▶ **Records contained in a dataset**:
※ ※ ※

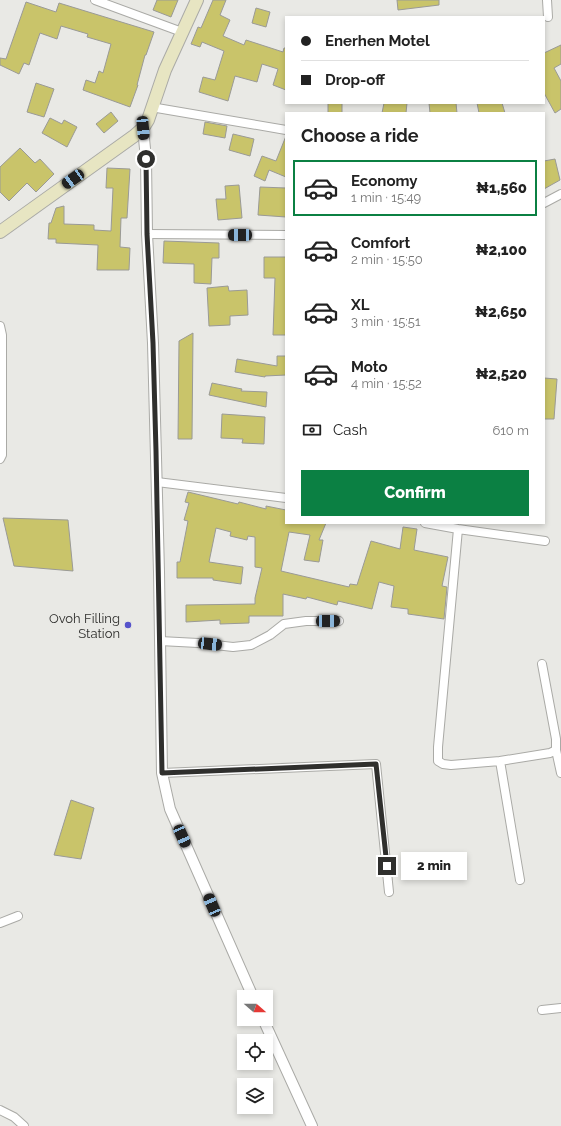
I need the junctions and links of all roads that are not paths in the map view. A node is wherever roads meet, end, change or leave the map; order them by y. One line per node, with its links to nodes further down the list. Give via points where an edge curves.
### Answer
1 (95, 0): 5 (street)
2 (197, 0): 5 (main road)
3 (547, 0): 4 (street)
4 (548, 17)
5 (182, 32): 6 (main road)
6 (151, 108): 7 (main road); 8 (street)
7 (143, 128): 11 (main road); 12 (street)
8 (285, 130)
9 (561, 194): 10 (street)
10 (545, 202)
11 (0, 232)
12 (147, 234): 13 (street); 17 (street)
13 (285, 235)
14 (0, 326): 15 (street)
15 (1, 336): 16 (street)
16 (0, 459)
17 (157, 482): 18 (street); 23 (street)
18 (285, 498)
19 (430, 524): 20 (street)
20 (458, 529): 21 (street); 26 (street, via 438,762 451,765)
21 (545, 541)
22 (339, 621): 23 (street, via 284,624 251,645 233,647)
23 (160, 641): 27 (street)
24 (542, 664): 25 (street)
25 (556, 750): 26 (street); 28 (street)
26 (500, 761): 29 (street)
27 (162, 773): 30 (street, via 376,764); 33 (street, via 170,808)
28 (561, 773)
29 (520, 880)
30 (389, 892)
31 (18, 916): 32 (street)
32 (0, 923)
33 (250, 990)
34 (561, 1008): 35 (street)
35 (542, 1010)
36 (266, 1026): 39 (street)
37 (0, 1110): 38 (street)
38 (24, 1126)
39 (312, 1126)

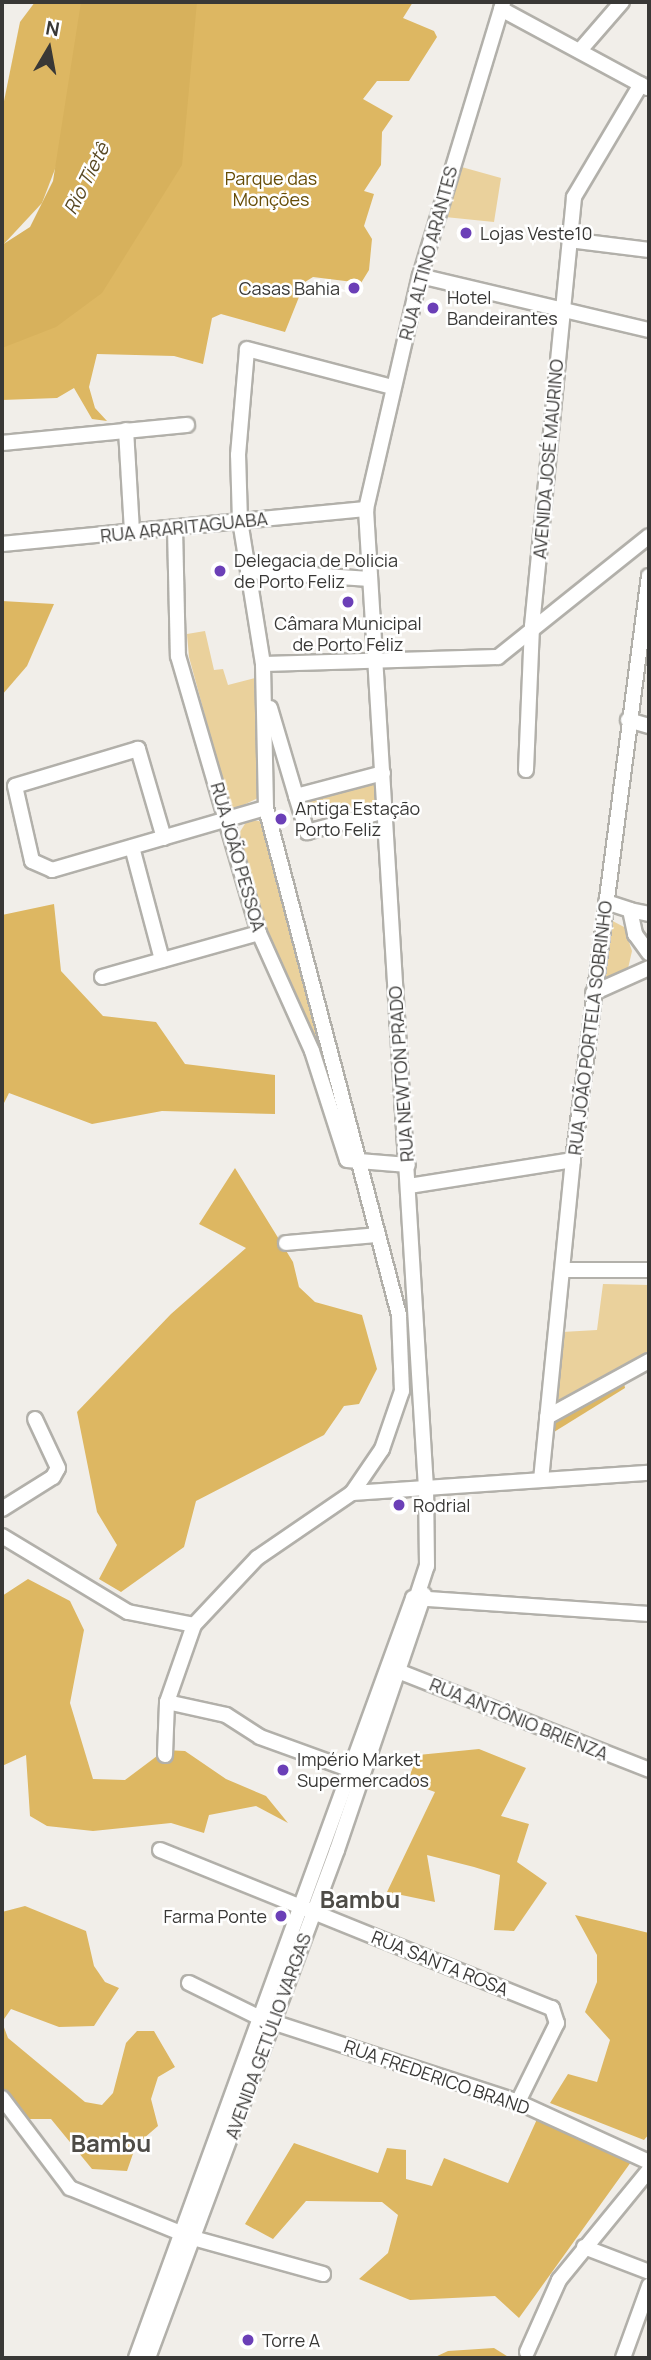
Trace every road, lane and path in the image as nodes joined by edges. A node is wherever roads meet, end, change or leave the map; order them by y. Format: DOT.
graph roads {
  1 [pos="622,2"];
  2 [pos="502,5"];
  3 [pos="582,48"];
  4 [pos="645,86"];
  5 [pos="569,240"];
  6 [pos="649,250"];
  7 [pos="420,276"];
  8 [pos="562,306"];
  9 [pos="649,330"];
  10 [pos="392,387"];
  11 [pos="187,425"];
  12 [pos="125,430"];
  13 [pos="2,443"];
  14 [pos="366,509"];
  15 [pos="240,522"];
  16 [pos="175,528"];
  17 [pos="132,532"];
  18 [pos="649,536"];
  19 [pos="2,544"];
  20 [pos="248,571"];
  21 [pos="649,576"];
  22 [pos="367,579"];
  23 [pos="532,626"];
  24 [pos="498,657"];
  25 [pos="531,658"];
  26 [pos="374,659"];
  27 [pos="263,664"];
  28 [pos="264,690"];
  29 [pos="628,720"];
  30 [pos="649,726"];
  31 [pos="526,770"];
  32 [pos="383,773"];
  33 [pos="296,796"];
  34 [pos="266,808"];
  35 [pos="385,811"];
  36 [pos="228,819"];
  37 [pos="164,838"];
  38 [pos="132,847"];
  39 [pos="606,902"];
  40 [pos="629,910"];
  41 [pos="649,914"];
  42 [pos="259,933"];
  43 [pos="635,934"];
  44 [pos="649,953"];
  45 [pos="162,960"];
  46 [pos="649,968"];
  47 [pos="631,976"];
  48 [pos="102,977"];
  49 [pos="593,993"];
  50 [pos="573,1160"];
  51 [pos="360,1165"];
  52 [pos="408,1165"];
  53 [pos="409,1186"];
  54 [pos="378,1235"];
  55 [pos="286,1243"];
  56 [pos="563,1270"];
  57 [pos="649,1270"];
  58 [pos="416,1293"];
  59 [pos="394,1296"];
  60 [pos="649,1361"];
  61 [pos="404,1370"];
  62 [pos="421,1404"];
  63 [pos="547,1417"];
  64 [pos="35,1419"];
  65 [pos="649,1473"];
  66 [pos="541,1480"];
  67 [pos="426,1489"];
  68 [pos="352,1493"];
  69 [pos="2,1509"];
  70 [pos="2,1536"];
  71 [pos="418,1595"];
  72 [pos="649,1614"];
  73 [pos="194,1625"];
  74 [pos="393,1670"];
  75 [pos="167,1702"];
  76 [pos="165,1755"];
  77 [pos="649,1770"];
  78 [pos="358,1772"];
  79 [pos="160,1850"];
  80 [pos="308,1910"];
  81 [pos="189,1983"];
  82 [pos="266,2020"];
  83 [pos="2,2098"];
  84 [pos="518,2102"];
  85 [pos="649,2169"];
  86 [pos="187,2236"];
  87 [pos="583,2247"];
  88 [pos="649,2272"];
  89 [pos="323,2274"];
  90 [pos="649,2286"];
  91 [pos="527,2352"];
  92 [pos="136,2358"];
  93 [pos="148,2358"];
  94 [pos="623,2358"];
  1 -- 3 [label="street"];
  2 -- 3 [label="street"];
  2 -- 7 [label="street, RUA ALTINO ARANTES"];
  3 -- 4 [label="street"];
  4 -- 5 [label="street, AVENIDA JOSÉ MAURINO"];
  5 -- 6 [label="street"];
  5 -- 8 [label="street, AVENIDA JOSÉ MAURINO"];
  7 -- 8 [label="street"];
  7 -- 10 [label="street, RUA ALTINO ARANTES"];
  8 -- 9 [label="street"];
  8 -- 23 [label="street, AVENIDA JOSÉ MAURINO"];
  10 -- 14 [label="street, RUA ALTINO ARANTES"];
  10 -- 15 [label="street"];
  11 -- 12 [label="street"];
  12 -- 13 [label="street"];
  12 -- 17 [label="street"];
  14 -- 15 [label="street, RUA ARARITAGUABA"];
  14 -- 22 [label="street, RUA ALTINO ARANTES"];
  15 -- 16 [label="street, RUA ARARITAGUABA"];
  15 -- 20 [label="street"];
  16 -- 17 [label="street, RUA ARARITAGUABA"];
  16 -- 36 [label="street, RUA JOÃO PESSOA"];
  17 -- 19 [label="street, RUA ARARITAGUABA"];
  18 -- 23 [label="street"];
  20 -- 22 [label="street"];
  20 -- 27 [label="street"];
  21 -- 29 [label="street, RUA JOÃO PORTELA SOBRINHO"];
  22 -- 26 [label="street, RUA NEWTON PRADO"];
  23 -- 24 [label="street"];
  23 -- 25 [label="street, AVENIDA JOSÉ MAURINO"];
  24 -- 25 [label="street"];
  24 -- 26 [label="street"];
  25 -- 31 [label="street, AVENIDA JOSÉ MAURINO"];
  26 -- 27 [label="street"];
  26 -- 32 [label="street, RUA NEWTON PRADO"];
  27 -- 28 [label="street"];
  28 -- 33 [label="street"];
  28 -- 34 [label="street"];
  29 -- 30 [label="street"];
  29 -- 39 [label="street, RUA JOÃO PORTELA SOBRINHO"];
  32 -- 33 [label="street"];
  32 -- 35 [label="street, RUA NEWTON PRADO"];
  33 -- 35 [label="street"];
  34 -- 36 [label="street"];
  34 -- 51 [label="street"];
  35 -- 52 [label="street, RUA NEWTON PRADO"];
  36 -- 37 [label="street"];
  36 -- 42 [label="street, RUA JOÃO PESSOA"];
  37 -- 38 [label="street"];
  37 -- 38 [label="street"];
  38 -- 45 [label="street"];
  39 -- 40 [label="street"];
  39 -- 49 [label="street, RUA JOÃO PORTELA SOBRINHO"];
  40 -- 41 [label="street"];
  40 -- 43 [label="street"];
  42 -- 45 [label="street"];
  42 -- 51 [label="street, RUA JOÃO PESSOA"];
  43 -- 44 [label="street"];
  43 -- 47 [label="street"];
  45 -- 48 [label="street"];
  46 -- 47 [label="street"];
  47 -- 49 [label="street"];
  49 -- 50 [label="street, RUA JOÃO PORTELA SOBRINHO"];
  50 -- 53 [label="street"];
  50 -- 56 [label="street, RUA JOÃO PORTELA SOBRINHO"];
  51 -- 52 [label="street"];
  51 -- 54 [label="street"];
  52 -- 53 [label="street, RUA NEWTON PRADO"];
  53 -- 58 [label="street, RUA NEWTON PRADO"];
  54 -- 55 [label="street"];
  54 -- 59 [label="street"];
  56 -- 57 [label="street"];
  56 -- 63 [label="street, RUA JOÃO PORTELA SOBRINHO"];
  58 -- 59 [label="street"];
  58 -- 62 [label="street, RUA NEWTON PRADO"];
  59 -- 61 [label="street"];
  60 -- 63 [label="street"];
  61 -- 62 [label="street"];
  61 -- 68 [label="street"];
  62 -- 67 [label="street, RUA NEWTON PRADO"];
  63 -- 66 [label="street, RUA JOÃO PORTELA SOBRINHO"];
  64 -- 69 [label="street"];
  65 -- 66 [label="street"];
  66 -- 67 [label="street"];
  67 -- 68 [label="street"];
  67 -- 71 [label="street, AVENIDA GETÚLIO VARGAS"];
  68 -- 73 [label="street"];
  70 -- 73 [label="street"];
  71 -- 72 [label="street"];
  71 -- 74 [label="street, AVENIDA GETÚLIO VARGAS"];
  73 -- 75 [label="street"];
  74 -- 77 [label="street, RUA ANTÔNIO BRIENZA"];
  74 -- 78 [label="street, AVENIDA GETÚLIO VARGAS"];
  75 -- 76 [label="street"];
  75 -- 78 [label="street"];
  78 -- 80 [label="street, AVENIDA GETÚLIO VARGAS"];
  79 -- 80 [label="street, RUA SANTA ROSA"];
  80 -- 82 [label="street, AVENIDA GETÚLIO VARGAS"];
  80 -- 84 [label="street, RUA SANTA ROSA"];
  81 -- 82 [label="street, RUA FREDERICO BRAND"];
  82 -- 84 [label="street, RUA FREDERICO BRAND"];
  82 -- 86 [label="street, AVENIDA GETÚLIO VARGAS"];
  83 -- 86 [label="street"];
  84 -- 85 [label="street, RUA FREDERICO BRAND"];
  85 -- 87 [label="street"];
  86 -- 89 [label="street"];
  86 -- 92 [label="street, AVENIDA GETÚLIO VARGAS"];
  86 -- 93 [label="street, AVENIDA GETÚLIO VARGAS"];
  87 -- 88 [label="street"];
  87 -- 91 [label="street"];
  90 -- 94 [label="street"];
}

※ ※ ※

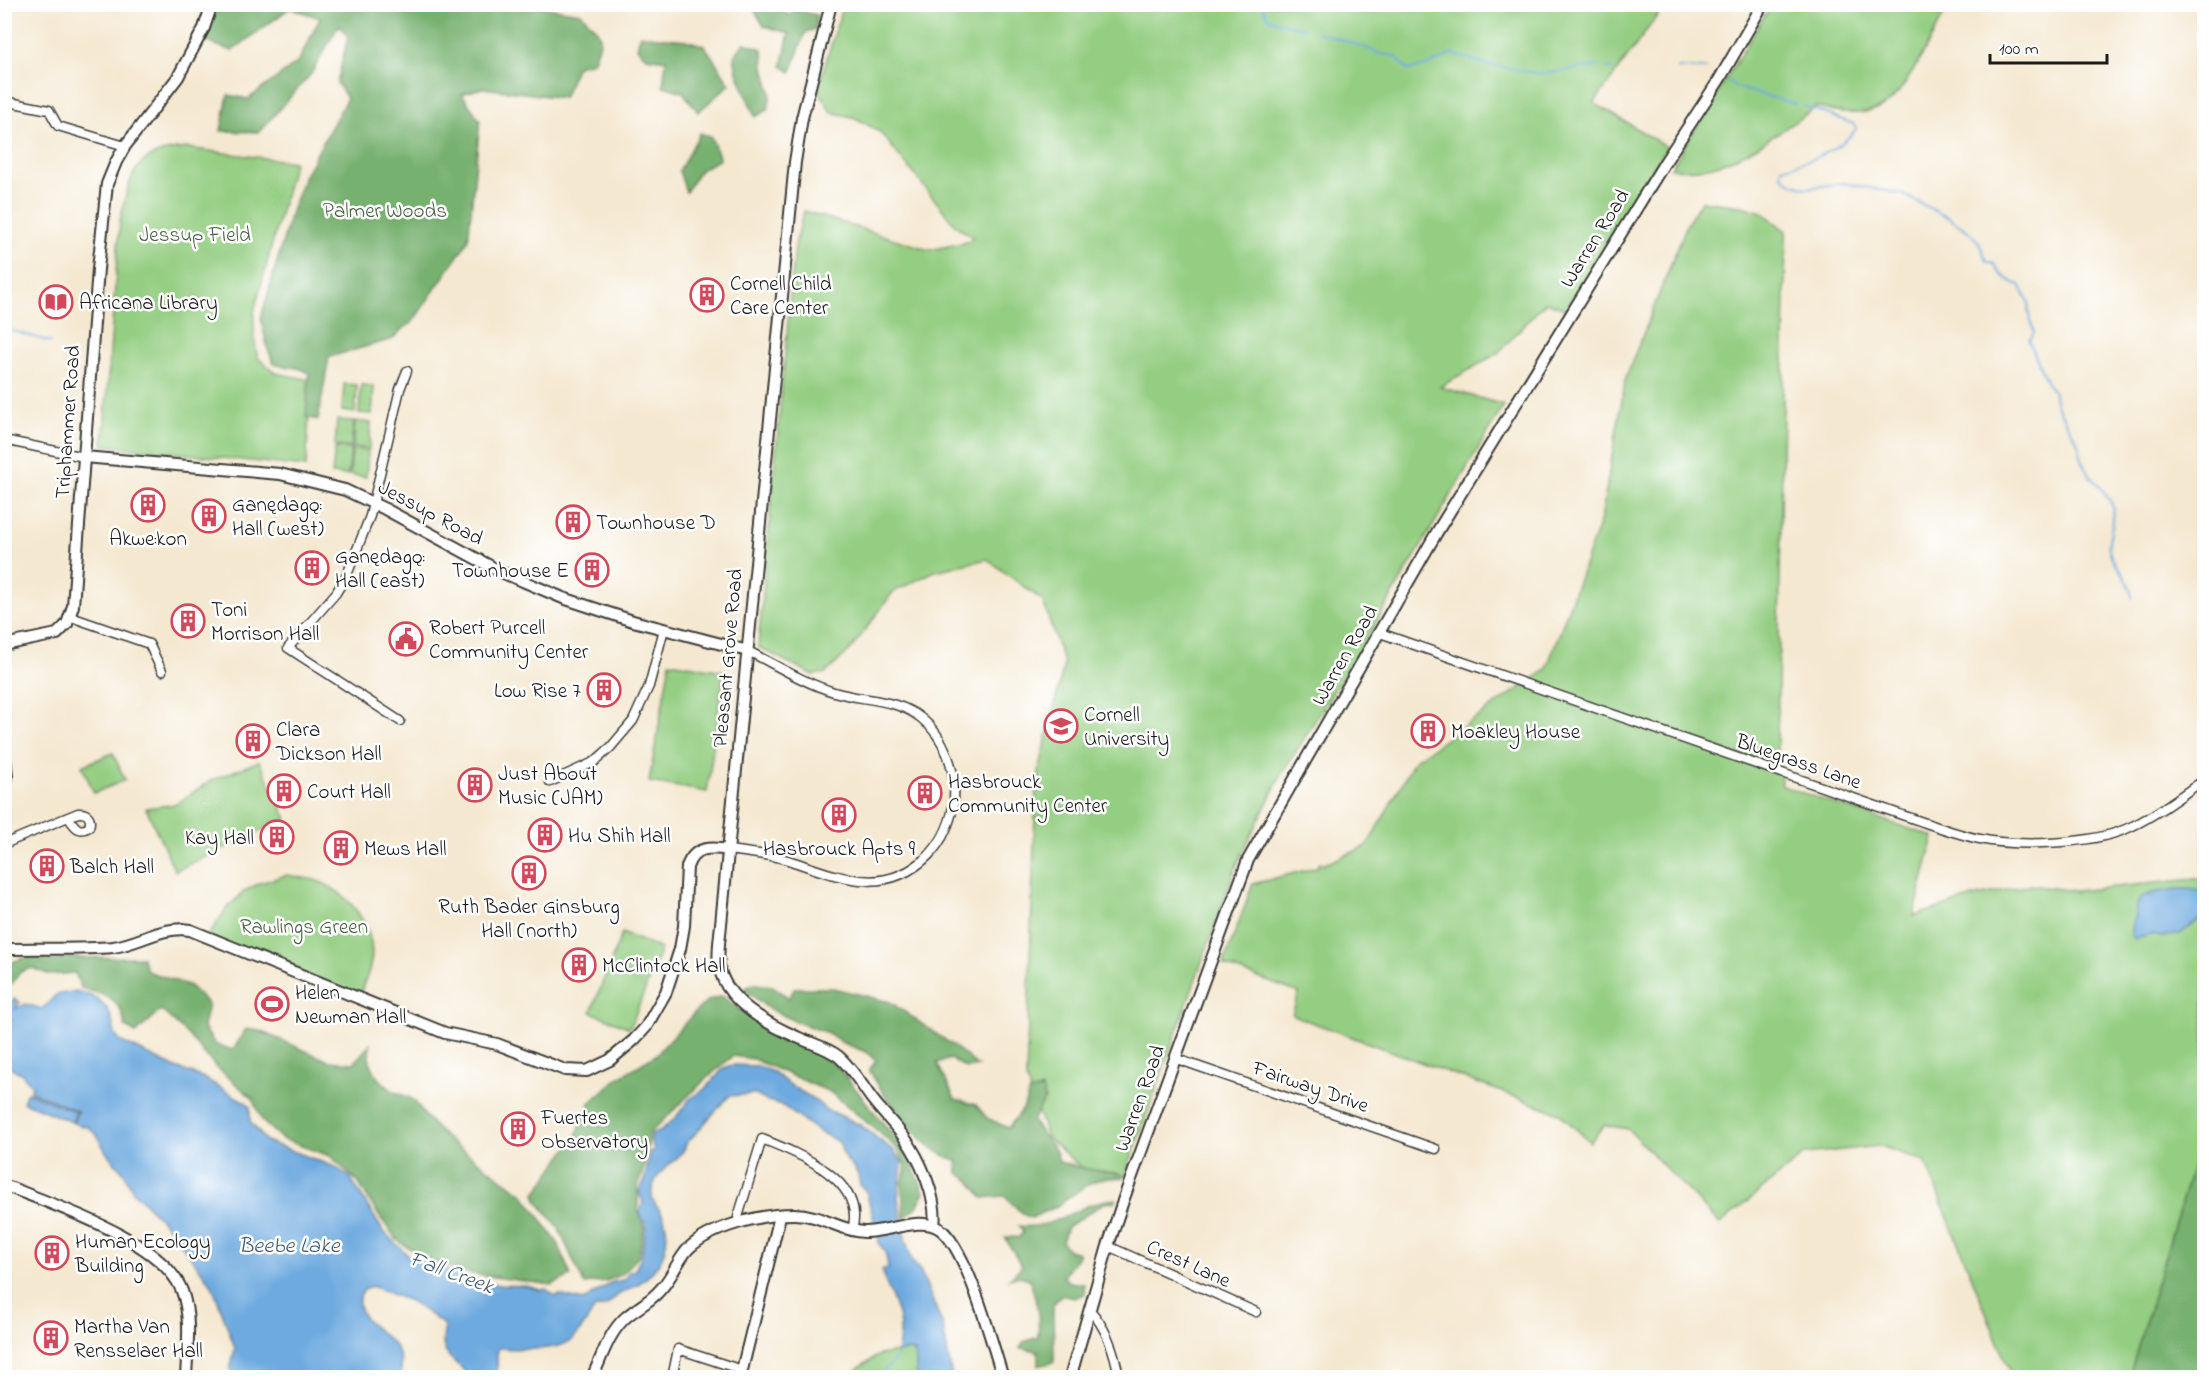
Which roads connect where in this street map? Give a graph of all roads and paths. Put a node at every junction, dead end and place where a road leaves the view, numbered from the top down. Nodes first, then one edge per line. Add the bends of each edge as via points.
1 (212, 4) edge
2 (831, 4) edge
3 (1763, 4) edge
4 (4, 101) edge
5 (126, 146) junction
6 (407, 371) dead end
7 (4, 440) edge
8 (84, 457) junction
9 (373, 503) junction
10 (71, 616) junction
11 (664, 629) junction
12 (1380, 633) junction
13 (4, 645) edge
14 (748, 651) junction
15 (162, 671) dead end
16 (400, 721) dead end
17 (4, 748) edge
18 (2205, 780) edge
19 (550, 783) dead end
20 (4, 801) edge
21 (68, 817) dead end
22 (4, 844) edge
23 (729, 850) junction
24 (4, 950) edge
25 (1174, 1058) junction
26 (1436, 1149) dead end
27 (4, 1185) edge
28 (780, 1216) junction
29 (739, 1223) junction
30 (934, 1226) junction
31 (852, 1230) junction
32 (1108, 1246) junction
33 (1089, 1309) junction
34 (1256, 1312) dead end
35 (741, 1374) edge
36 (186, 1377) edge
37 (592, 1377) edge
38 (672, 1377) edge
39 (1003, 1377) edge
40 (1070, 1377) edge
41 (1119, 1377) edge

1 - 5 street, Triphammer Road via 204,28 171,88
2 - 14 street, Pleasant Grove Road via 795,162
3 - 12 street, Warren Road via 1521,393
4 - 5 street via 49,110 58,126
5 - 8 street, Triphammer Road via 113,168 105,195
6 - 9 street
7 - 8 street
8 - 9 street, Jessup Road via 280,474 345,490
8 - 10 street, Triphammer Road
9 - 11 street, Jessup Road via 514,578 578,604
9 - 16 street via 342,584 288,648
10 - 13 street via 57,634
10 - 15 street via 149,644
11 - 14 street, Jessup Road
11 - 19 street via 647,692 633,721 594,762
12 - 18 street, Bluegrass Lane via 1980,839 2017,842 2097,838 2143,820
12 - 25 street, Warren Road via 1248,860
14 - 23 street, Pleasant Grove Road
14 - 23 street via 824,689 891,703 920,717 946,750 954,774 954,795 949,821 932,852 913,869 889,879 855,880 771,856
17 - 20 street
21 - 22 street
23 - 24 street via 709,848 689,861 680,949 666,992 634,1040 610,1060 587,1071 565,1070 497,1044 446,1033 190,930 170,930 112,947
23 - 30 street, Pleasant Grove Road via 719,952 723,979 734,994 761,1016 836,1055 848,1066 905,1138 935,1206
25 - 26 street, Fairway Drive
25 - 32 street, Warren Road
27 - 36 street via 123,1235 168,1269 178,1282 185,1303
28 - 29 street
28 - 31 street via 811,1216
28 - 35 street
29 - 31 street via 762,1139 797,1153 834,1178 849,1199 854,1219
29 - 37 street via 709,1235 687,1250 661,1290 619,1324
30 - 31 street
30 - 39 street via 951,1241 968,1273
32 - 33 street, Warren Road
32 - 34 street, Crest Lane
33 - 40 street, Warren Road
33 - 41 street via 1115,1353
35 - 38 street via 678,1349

※ ※ ※

▶ **WHAT IS BEING ASKED**: Make a copy of each line in the records that has the word "them".

▶ **RESPONSE FOR THIS EXERCISE**:
I need the junctions and links of all roads that are not paths in the map view. A node is wherever roads meet, end, change or leave the map; order them by y. One line per node, with its links to nodes further down the list. Give via points where an edge curves.
Trace every road, lane and path in the image as nodes joined by edges. A node is wherever roads meet, end, change or leave the map; order them by y. Format: DOT.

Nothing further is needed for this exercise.